单选题 (共 6 题 ),每题只有一个选项正确
1.设 $D=\left\{(x,y)|x²+y²≤4,x≥0,y≥0\right\}$, 且$a>0$,$b>0$,则$ I= \iint _{D} \dfrac {ae^{x^{2}}+be^{y^{2}}}{e^{x^{2}}+e^{y^{2}}}d \sigma =\underline{\quad\quad\quad}$.

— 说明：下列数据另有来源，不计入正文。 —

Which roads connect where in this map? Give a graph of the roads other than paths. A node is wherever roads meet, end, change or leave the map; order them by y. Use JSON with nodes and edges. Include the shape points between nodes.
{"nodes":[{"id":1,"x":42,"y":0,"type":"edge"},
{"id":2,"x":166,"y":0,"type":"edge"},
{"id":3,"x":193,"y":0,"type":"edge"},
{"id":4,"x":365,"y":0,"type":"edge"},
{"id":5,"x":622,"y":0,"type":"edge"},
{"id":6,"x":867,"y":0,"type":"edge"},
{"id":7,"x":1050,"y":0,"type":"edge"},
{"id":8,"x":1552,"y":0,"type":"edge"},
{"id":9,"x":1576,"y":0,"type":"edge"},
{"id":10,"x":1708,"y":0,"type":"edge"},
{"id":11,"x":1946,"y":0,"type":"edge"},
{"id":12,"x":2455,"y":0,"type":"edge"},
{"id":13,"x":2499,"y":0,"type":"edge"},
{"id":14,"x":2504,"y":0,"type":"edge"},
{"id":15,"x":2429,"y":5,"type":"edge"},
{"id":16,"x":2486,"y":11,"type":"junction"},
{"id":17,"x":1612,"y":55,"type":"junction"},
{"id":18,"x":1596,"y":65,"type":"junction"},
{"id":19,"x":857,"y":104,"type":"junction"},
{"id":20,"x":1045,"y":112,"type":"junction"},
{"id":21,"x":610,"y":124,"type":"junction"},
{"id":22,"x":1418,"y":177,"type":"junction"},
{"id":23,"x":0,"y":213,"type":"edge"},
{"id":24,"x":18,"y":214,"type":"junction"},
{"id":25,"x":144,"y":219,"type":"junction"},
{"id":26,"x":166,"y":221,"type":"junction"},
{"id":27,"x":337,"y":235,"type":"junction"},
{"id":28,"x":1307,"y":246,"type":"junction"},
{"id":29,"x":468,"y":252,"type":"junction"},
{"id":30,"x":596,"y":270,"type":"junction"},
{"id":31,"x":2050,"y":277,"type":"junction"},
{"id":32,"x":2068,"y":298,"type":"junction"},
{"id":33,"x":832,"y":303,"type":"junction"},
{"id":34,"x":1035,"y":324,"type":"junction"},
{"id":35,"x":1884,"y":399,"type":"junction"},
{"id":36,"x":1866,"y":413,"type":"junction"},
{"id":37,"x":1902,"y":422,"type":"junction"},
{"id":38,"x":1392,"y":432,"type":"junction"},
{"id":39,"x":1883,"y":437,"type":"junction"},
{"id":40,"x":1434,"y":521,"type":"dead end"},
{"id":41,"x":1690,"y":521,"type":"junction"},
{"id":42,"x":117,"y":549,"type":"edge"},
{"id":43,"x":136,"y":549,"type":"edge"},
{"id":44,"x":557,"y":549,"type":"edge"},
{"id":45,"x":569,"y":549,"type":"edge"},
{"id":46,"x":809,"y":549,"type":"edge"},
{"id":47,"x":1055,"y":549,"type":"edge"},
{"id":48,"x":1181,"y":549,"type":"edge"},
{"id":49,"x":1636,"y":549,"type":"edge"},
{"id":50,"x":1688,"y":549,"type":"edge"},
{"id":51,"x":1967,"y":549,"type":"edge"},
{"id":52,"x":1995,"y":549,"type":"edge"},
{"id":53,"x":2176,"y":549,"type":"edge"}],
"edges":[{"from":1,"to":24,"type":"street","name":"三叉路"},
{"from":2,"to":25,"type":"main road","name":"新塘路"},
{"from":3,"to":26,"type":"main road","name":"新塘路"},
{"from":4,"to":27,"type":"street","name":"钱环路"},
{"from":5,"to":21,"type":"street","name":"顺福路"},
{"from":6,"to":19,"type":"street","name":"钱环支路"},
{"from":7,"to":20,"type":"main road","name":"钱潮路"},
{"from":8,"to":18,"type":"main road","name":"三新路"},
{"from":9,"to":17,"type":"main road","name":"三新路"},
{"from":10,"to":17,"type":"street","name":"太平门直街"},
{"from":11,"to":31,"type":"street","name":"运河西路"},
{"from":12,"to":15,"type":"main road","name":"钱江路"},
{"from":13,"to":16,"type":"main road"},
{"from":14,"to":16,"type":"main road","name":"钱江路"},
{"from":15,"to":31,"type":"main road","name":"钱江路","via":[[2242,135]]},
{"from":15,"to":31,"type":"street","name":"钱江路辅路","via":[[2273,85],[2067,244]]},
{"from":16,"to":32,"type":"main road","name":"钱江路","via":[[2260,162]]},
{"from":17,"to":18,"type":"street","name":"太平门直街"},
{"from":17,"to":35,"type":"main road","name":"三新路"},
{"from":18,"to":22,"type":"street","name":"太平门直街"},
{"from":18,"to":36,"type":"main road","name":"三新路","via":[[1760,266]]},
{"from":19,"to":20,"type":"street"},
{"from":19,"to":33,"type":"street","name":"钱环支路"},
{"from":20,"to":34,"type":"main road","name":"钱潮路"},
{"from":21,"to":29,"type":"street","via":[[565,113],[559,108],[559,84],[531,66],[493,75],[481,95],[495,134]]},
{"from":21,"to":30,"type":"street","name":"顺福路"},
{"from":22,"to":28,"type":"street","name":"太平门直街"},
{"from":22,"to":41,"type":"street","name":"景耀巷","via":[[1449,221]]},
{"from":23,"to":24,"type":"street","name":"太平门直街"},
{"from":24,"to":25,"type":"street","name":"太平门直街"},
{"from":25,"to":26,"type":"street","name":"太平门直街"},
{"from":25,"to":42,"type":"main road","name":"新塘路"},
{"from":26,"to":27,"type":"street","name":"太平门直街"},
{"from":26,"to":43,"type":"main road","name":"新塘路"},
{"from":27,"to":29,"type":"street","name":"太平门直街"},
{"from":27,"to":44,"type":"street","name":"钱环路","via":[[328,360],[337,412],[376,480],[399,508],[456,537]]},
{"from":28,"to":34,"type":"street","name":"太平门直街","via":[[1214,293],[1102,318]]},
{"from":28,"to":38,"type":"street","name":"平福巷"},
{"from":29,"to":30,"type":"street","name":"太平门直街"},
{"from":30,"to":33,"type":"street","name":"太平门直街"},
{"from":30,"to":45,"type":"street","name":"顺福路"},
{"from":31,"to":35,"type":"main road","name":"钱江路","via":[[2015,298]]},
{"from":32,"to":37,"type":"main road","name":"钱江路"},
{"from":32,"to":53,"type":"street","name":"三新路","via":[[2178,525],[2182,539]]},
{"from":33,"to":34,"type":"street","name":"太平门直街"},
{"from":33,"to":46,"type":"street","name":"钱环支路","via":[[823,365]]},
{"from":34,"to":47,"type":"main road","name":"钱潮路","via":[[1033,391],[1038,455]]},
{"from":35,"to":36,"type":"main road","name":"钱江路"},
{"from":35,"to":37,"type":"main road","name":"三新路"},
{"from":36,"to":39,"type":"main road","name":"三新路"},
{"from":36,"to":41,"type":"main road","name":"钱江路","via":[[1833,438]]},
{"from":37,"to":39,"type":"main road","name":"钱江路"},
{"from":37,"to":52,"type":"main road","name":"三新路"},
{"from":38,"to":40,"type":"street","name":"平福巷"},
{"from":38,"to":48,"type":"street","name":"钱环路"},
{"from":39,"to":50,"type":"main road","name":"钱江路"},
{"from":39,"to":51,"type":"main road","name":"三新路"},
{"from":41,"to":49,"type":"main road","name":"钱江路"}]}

$\text{A.}$ $\frac {(a+b)}{4} \pi$
$\text{B.}$ $\frac {(a+b)}{3} \pi$
$\text{C.}$ $\frac {(a+b)}{2} \pi$
$\text{D.}$ $(a+b)\pi$
设 $D=\left\{(x,y)|x+y≤1,x≥0,y≥0\right\}$,令 $I= \iint _{D} \sqrt {x^{2}+y^{2}}dxdy$,$J= \iint _{D} \ln (1+x^{2}+y^{2})dxdy$,$K= \iint _{D}(x^{2}+y^{2})dxdy$, 则
$\text{A.}$ $I < J < K$
$\text{B.}$ $J < K < I$
$\text{C.}$ $J < I < K$
$\text{D.}$ $K < J < I$
$\int _{ \dfrac { \pi }{4}}^{ \dfrac { \pi }{2}}d \theta \int _{0}^{ \cos \theta }r^{2} \cos \theta f(r)dr= \underline{\quad\quad\quad}$.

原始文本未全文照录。